Abstract
Natural antibodies (nAbs) are immunoglobulins that arise without prior exposureto exogenous antigens, providing immediate defense against pathogens and contributing to
tissue homeostasis, clearance of apoptotic cells, and regulation of inflammation. Despite
these roles, nAbs remain understudied relative to conventionally adaptive antigen-specific
antibodies, partly due to their polyreactivity, low affinity, and complex regulation. Among
nAbs, phospholipid-reactive antibodies constitute a key subset recognizing endogenous
lipid antigens, including phosphatidylcholine (PtC), an essential phospholipid commonly
found in cell membranes.

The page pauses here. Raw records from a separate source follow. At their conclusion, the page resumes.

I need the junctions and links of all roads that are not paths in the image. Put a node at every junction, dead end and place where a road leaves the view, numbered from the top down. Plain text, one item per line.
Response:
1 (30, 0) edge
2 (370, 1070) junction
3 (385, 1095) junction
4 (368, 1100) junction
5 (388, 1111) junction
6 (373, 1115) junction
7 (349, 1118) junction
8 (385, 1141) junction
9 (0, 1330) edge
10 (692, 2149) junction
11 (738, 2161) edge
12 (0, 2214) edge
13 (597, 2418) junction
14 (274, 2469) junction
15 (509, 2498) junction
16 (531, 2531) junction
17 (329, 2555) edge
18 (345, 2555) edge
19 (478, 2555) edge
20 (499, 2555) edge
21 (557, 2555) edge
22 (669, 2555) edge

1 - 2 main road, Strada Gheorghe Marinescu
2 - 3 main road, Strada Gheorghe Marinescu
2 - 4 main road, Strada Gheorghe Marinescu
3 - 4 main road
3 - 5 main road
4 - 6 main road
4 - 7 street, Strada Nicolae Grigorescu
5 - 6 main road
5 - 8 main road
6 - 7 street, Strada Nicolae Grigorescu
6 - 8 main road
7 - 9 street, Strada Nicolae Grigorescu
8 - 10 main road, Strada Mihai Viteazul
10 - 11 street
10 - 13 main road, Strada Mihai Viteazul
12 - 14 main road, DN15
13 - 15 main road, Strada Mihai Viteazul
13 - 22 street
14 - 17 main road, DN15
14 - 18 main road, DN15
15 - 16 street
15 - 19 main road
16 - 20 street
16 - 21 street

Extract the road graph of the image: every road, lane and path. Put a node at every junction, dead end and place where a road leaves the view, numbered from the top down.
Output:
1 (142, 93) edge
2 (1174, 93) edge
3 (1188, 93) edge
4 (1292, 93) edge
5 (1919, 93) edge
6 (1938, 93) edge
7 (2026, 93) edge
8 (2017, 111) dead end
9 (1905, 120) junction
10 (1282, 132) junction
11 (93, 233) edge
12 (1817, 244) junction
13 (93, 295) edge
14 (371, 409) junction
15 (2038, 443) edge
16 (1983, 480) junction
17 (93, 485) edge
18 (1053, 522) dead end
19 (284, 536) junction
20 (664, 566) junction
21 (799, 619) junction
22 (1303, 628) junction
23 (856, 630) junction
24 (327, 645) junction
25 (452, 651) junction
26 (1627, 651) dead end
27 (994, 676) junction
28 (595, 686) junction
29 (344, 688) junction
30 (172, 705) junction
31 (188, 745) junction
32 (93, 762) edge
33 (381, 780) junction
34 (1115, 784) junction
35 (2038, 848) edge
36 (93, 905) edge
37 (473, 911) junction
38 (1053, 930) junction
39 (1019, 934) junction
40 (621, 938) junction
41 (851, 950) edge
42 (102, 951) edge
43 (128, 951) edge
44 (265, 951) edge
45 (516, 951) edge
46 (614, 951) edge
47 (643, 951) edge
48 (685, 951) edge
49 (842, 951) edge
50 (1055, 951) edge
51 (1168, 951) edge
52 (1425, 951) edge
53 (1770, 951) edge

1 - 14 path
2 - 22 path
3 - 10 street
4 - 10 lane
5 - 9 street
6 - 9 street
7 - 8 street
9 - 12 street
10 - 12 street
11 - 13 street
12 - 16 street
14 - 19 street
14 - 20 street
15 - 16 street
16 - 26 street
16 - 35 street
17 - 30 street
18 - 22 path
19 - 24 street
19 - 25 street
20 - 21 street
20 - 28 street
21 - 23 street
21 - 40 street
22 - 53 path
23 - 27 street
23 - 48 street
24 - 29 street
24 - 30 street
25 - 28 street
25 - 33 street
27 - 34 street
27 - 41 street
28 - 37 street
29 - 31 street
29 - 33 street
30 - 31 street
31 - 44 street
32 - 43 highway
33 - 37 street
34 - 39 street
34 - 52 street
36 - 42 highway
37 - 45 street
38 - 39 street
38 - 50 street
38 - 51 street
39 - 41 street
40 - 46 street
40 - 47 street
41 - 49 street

Previous sequencing of PtC-reactive (PtC+) antibodies using the
VH12 heavy chain revealed distinct skewing of light chain gene usage. Studying PtC+
nAbs is difficult because their polyreactivity and low affinity makes distinguishing specific
binding from artifact difficult in traditional immunoassays. Computational methods offer
alternative models. Structural modeling and in silico simulations enable prediction and
visualization of antibody-antigen interactions to decipher modes of binding, affinities, and
specificity determinants of PtC+ nAbs. Here we present evidence that KV4-91 KJ gene
usage skews away from [KJ1] due to not forming an accessible binding site and towards
[KJ5] in receptor editing deficient mice because it creates a nAb with a higher binding
affinity to PtC. Lastly, we show that antibody-PtC binding is directed towards the
phospholipid headgroup. Computational approaches can reveal patterns in antibody
repertoires, identify key structural motifs, and guide future experimental validation.